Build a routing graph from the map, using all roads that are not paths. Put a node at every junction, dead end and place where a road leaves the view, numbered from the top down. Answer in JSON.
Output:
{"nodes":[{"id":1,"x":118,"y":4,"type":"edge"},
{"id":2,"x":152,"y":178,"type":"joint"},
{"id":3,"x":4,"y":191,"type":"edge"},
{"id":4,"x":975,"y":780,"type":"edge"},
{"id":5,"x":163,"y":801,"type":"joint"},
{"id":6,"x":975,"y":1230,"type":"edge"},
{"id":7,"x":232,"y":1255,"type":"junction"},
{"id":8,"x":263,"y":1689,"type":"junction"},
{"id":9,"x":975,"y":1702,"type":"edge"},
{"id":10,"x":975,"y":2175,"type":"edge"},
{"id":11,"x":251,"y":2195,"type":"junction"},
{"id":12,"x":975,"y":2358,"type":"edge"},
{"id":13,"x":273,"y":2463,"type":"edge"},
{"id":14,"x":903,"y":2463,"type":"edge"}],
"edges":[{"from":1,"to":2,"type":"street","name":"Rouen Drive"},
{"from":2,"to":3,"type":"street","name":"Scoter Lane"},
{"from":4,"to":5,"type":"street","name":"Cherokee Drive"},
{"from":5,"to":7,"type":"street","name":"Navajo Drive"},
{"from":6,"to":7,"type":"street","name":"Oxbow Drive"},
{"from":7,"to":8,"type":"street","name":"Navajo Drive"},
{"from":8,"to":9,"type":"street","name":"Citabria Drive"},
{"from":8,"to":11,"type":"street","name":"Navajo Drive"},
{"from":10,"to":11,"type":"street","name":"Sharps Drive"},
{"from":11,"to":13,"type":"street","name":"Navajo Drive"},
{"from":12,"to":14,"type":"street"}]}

────────────────────────────────────────

ACTIVITY >>
Set down the material exactly, keeping every line.

SOLUTION TO THE EXERCISE >>
Build a routing graph from the map, using all roads that are not paths. Put a node at every junction, dead end and place where a road leaves the view, numbered from the top down. Answer in JSON.
Output:
{"nodes":[{"id":1,"x":118,"y":4,"type":"edge"},
{"id":2,"x":152,"y":178,"type":"joint"},
{"id":3,"x":4,"y":191,"type":"edge"},
{"id":4,"x":975,"y":780,"type":"edge"},
{"id":5,"x":163,"y":801,"type":"joint"},
{"id":6,"x":975,"y":1230,"type":"edge"},
{"id":7,"x":232,"y":1255,"type":"junction"},
{"id":8,"x":263,"y":1689,"type":"junction"},
{"id":9,"x":975,"y":1702,"type":"edge"},
{"id":10,"x":975,"y":2175,"type":"edge"},
{"id":11,"x":251,"y":2195,"type":"junction"},
{"id":12,"x":975,"y":2358,"type":"edge"},
{"id":13,"x":273,"y":2463,"type":"edge"},
{"id":14,"x":903,"y":2463,"type":"edge"}],
"edges":[{"from":1,"to":2,"type":"street","name":"Rouen Drive"},
{"from":2,"to":3,"type":"street","name":"Scoter Lane"},
{"from":4,"to":5,"type":"street","name":"Cherokee Drive"},
{"from":5,"to":7,"type":"street","name":"Navajo Drive"},
{"from":6,"to":7,"type":"street","name":"Oxbow Drive"},
{"from":7,"to":8,"type":"street","name":"Navajo Drive"},
{"from":8,"to":9,"type":"street","name":"Citabria Drive"},
{"from":8,"to":11,"type":"street","name":"Navajo Drive"},
{"from":10,"to":11,"type":"street","name":"Sharps Drive"},
{"from":11,"to":13,"type":"street","name":"Navajo Drive"},
{"from":12,"to":14,"type":"street"}]}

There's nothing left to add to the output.